成年後見

成年後見人とは?選任方法と役割

日常生活を送る上で契約は欠かせません。契約するときは、自分の行動がどのような結果をもたらすのかはっきりと理解しておく必要があります。認知症のお年寄りや障害者など、判断能力が不十分な人をサポートするのが成年後見人(保佐人、補助人)です。どんなものなのか詳しく見てみましょう。

 

成年後見制度とは

自分の行動によってどのような結果が起こるのか。これが分かっていないと騙されたり、思いもよらない不利益を被ってしまう可能性があります。判断能力が不十分な認知症のお年寄りや、知的障害者や精神障害者を守るためにあるのが成年後見制度です。家庭裁判所に申立てを行い、その人をサポートするための成年後見人を選任してもらうことができます。この制度によって高齢者や障害者であっても特別扱いを受けることなく、自身の財産や安全を守りながら、今まで通りの生活を送ることが可能になります。

成年後見制度には任意後見制度と法定後見制度の2つの種類があります。任意後見制度は今現在十分な判断能力を備えているものの、将来的に備えておきたいという人のための制度。対して法定後見制度は、既に判断能力が不十分な人をサポートするための制度です。

 

成年後見人の選任方法

成年後見人を選任するときは、家庭裁判所に対して申立てを行うことが必要です。成年後見人は、本人に代わり身の回りの世話や財産の管理を行う人なので、基本的には家族や近親者がなることが多いです。必要な資格や能力は特になく、原則誰でもなることができます。ただし未成年者や以前後見人を解任されたことがある人、本人に対して訴訟を起こした人など欠格事由に当てはまる人はなることができません。法定後見人の場合は裁判所によって決定されるため、弁護士や司法書士、社会福祉士などが選任されることもあります。

申立てを行うと、申立人と候補者は裁判所で面接を受けることになります。その後本人の意思能力の鑑定など必要な調査を行い、後見開始の審判がなされ選任されます。

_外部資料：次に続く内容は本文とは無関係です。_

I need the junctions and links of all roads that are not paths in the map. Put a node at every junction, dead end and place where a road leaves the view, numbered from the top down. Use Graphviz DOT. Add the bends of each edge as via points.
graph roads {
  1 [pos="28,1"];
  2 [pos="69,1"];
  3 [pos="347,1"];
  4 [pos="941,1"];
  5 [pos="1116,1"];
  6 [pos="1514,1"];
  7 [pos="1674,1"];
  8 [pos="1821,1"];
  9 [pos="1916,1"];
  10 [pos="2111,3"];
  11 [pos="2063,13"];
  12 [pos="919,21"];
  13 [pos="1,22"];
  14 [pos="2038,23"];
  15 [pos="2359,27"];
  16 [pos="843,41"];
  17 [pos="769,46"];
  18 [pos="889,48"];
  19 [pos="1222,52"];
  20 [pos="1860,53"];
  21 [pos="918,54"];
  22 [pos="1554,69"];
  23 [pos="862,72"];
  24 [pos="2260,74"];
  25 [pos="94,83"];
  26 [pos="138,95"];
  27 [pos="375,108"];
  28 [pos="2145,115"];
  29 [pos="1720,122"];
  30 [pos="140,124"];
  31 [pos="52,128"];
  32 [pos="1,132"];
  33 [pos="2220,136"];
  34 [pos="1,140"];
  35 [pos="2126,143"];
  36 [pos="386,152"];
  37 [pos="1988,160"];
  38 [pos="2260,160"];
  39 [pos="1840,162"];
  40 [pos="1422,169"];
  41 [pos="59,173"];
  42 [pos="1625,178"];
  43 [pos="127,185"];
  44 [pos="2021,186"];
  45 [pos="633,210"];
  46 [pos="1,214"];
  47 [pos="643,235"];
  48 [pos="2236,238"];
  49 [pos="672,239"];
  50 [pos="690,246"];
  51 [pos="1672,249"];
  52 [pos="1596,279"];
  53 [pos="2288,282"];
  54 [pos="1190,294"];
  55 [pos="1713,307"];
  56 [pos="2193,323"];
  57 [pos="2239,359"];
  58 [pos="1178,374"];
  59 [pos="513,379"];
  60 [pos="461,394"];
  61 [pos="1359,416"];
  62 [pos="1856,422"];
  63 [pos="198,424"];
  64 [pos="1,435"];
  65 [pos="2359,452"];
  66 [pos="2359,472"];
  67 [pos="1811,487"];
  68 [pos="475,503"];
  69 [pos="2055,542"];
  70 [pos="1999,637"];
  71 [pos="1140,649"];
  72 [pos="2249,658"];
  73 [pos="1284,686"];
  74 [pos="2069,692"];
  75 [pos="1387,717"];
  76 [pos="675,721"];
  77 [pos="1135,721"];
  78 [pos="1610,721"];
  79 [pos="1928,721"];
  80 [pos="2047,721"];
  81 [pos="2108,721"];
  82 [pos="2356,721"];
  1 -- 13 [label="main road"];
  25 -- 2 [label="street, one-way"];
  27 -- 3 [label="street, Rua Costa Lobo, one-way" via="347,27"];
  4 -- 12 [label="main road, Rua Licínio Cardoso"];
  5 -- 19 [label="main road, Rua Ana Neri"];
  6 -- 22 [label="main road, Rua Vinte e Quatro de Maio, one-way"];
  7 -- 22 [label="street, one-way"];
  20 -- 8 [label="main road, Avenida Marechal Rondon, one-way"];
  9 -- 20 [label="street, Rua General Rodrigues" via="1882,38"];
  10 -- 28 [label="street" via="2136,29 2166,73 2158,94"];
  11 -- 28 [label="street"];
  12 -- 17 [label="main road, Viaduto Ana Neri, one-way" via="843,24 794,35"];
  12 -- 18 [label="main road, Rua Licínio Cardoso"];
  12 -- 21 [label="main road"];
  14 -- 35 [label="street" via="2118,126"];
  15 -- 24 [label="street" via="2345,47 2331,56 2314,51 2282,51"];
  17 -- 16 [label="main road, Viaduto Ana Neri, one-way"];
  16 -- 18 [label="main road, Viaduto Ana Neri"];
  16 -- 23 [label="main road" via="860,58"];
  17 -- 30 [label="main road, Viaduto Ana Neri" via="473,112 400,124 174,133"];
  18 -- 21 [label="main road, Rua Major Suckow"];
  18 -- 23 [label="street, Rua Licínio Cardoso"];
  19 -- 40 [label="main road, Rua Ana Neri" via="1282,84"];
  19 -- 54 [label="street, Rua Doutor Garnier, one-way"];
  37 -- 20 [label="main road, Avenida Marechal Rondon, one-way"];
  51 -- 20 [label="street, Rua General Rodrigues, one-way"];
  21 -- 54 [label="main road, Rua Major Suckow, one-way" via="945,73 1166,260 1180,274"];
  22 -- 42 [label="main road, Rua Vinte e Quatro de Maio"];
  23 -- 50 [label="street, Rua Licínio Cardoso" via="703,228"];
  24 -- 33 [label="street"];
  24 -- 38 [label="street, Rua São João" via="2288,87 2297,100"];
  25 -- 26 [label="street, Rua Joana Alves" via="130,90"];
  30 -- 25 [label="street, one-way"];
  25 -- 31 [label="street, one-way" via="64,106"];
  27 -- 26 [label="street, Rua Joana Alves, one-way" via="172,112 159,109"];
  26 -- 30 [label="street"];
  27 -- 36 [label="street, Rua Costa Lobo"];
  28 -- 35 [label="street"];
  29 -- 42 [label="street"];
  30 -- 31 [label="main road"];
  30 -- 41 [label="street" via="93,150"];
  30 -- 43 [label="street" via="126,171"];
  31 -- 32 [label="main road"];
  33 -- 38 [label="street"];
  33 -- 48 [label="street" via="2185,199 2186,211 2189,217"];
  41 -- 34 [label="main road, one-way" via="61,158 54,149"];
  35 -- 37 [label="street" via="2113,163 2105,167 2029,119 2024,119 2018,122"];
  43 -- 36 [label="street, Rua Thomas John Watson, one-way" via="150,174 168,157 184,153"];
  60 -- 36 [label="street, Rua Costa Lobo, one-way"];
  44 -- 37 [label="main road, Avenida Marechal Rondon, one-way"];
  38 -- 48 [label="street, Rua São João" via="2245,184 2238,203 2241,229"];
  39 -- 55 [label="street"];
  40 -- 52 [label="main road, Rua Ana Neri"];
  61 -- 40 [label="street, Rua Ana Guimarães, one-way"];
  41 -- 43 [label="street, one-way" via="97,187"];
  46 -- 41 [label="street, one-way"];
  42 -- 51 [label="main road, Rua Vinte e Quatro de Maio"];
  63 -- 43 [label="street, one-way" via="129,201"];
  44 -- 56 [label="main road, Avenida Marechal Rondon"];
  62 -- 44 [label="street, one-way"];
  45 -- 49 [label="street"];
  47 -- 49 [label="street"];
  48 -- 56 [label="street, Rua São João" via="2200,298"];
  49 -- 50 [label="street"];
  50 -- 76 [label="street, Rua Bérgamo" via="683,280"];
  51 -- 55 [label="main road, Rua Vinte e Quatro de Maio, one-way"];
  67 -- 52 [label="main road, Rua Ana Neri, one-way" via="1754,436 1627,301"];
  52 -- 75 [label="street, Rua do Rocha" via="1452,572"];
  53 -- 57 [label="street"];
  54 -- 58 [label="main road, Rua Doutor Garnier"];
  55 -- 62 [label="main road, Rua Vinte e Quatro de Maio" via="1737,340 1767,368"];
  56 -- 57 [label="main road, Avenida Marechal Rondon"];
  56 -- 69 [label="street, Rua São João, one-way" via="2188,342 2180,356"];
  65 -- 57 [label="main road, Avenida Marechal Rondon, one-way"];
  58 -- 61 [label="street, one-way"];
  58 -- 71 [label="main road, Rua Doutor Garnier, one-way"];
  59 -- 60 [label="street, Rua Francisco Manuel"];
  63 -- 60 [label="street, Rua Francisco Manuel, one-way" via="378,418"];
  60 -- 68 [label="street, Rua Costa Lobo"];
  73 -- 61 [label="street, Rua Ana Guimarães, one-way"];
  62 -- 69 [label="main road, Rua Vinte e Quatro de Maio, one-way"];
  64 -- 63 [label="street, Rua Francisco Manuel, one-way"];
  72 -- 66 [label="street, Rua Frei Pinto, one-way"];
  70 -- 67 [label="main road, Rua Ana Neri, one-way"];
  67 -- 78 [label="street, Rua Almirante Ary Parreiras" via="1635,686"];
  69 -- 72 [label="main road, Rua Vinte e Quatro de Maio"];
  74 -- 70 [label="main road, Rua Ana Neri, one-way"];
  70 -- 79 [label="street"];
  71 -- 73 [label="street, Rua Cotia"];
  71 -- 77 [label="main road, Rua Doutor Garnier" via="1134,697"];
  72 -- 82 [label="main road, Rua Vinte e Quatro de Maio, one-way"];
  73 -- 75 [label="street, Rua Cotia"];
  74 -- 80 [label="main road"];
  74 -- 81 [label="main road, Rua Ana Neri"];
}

そのあと後見開始、選任の登記が行われます。

 

成年後見人の役割

成年後見人は、本人の心身の状態や生活状況について配慮しながら、本人の意思を尊重して必要な代理行為を行います。また、適切な財産管理も大切な仕事です。

成年後見人は、本人に代わり全ての法律行為に関して代理権を持っています。不動産を処分したり、医療機関との契約を行うことが可能です。また、遺産分割などの相続手続きを行うこともできます。これに加え、本人が勝手に行った日常生活に関する行為以外については、取り消すことが可能です。

財産管理については、財産状況を正確に把握しておくことが求められます。原則1年に1回、家庭裁判所に報告書や財産目録、収支状況報告書などを提出しなければなりません。

 

成年後見人は責任をもって行動すべき

成年後見人とは、本人の安全と財産を守り、必要なサービスの選択や契約などを行う重要な仕事です。本人に代わって法律行為を行うこともあります。それだけに、本人が不利益を被らないためにも、責任を持って行動することが求められるのです。